Sumac…The Mysterious Spice
Sumac has been around for centuries and derives from the berry of a plant called Rhus coriaria. Not too many people are familiar with this particular spice. It grows wildly in the Middle East and parts of Italy. The sumac used for spicing food is not to be confused with “poison sumac” also know as poison oak because, unless you’re psycho, nobody wants to poison her dinner guests.
The taste is tart and lemony and was once used to calm the stomach. In my husband’s middle eastern home, his mother used sumac on everything from chicken, fish and grilled meats to vegetables, rice and salad.
Although I will be using sumac in other recipes to come, I want to start my first blog post with this simple and delicious sumac chicken recipe, as it is one of my most highly requested recipes. I hope your family and friends enjoy it as much as mine do. Thank you to @Ginavon for getting me started and to @rimabarkett for your counsel in the kitchen.
Sue’s Sumac Drumettes
The best part about this recipe is that there are only three ingredients besides the chicken: seasoned salt, sumac and pepper.

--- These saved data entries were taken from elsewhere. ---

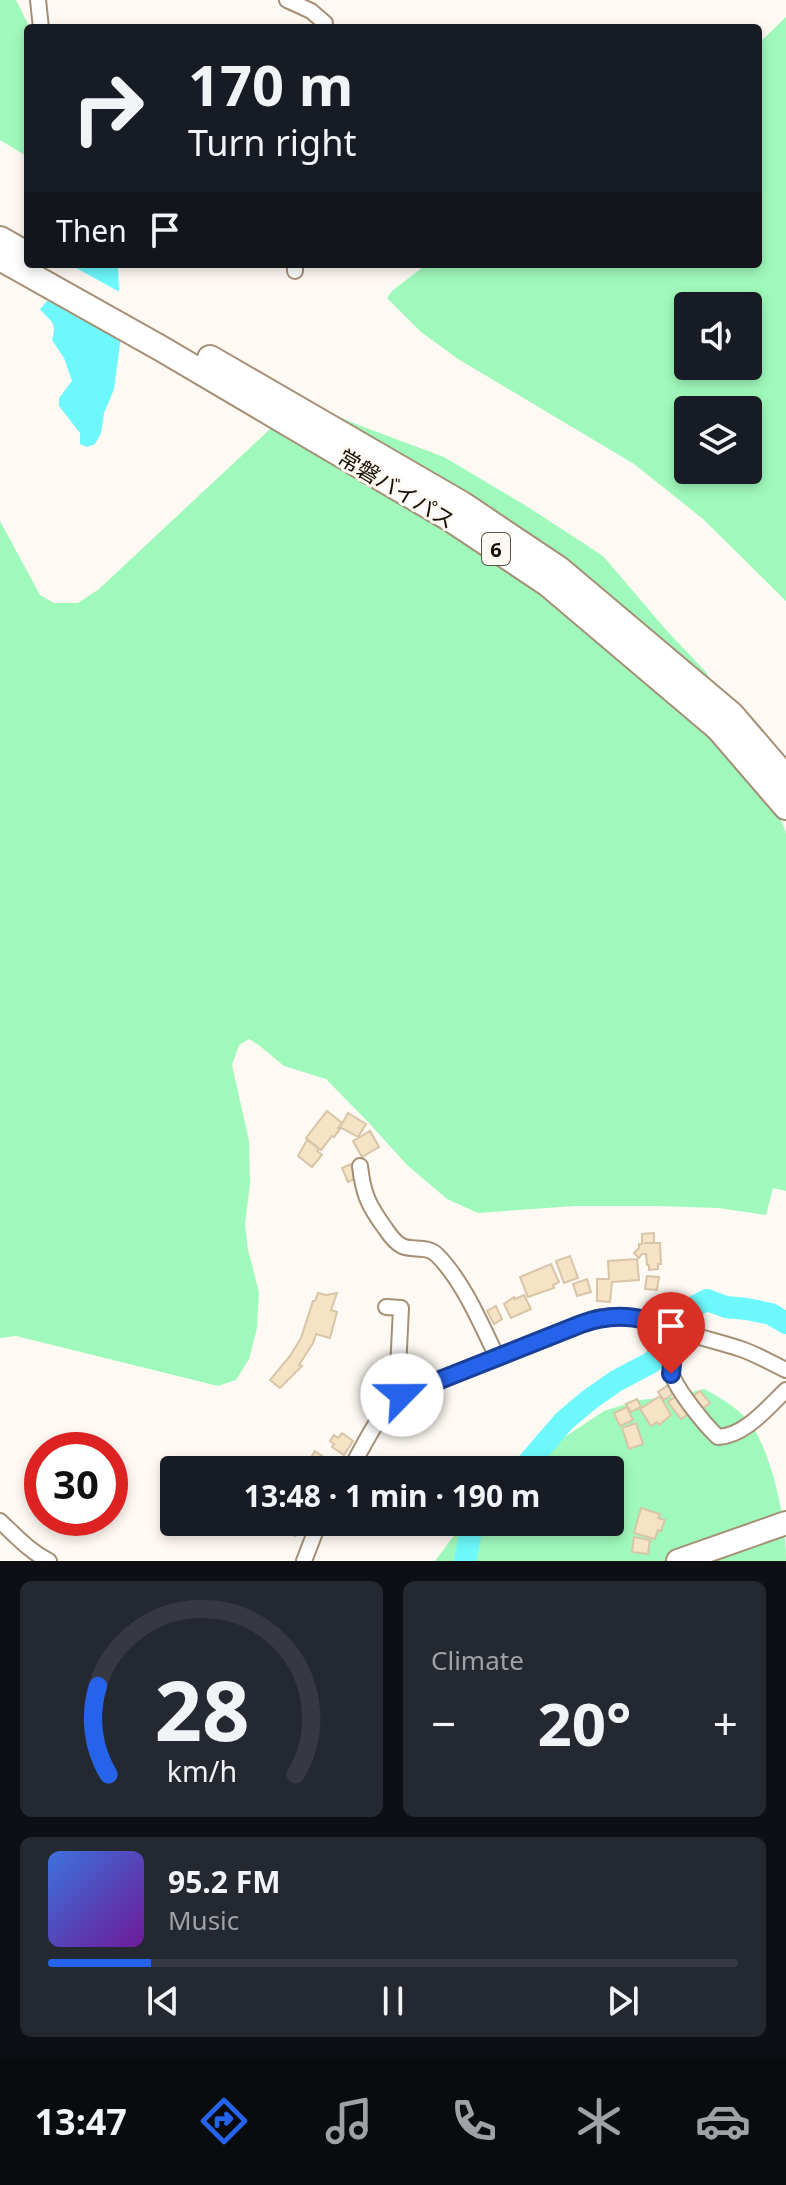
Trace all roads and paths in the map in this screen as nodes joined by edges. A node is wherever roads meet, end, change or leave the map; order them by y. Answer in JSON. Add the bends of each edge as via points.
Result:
{"nodes":[{"id":1,"x":38,"y":0,"type":"edge"},
{"id":2,"x":287,"y":0,"type":"edge"},
{"id":3,"x":41,"y":24,"type":"edge"},
{"id":4,"x":325,"y":24,"type":"edge"},
{"id":5,"x":38,"y":268,"type":"edge"},
{"id":6,"x":51,"y":268,"type":"edge"},
{"id":7,"x":166,"y":342,"type":"junction"},
{"id":8,"x":786,"y":778,"type":"edge"},
{"id":9,"x":786,"y":807,"type":"edge"},
{"id":10,"x":360,"y":1166,"type":"dead end"},
{"id":11,"x":386,"y":1307,"type":"dead end"},
{"id":12,"x":684,"y":1333,"type":"junction"},
{"id":13,"x":497,"y":1357,"type":"junction"},
{"id":14,"x":786,"y":1370,"type":"edge"},
{"id":15,"x":786,"y":1390,"type":"edge"},
{"id":16,"x":402,"y":1395,"type":"junction"},
{"id":17,"x":358,"y":1456,"type":"edge"},
{"id":18,"x":0,"y":1521,"type":"edge"},
{"id":19,"x":786,"y":1523,"type":"edge"},
{"id":20,"x":314,"y":1536,"type":"edge"},
{"id":21,"x":49,"y":1561,"type":"edge"},
{"id":22,"x":304,"y":1561,"type":"edge"},
{"id":23,"x":678,"y":1561,"type":"edge"}],
"edges":[{"from":1,"to":3,"type":"street"},
{"from":2,"to":4,"type":"street"},
{"from":5,"to":7,"type":"highway","name":"常磐バイパス","number":"6"},
{"from":6,"to":7,"type":"highway","name":"常磐バイパス","number":"6"},
{"from":7,"to":8,"type":"highway","name":"常磐バイパス","number":"6","via":[[462,504],[559,569],[732,715]]},
{"from":7,"to":9,"type":"highway","name":"常磐バイパス","number":"6","via":[[548,584],[718,728]]},
{"from":10,"to":13,"type":"street","via":[[364,1193],[377,1217],[400,1245],[428,1250],[441,1261],[469,1301]]},
{"from":11,"to":16,"type":"street","via":[[401,1308]]},
{"from":12,"to":13,"type":"street","via":[[637,1317],[611,1316]]},
{"from":12,"to":14,"type":"street","via":[[743,1350]]},
{"from":12,"to":15,"type":"street","via":[[673,1354],[671,1374],[718,1437],[746,1425]]},
{"from":13,"to":16,"type":"street"},
{"from":16,"to":17,"type":"street","via":[[386,1410]]},
{"from":18,"to":21,"type":"street","via":[[24,1546]]},
{"from":19,"to":23,"type":"main road"},
{"from":20,"to":22,"type":"street"}]}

2 pounds chicken drumettes
2 ¼ tablespoons sumac (available at any Mediterranean market)
1 ¼ tablespoons seasoned salt
½ teaspoon coarsely ground pepper
Flat leaf parsley for garnish
Broil on highest temperature.
Rinse chicken drumettes in a colander. Set aside. Line a 12 x 18 baking sheet with aluminum foil, covering the sides. This makes for easy clean up and protects your baking sheet from scraping any stuck-on chicken.
Line up the drumettes on the baking sheet making sure they do not touch.
Using half of your ingredients, sprinkle drumettes evenly first with seasoned salt, then sumac, then pepper. For even coating, it may be easier to use your fingers. With tongs, flip them over and repeat on the other side.
Broil on the second level from the top for fifteen minutes – depending on the heat of your oven. They should look dark brown and crispy. Take out of the oven. If there are any fatty drippings on the baking sheet, drain them off in the sink. Turn the chicken over and broil for ten more minutes until dark golden brown and crispy.
These drumettes do not have the texture of buffalo wings, which are slightly gooey. These are crispy and juicy. They are so flavorful that there is no need for any dipping sauce.
11 thoughts on “SUMAC: PALATABLE, NOT POISON”
I am lucky to have had the opportunity to eat these on many an occasion. Sue’s Sumac Drumettes are a great dish and/or appetizer. Looking forward to your next recipe!
I didn’t realize how easy this was to make. Another “Sue recipe” that my family goes crazy over! I put your website on my favorites list.
Congratulaions Sue, habbibti, on your website. You are one of the best. My husband (your father-in-law) loves your sumac drumettes and prefers them over mine. 🙂
Fantastic! I love all of your food and I am really excited about the blog! The first thing I thought when I read the blog was “FINALLY!! Sue will give up her biscotti recipe!!”
I’m so happy that you posted a recipe using sumac. I have a little jar of it in my pantry, but wasn’t sure what I was going to do with it, and now I know.
Your tweets are much more exciting than Jose Hernandez! I am so happy to have the recipe for those drumettes everyone goes crazy for.
Hi Suzie- your Dad is down fishing and showed me your new website. I look forward to trying some new recipes- I know you’re a wonderful cook!! xoxo. Jeananne
sue the photos are amazing….so glad you are doing this blog…..no wonder i don’t see my neighbor anymore…jessica don’t hold your breath….cookie recipe a secret i think….but i can definitely recommend the drumettes…yummy…
Congrats! I tried the summac drumettes. Simply DELICIOUS!! Thanks and I look forward to check in often for more.
The site looks great…. I’m not much of a cook but you make some of these recipes look easy I think I will have to try…. Thanks for sharing…..
I could lick the plate on this one, thanks a lot.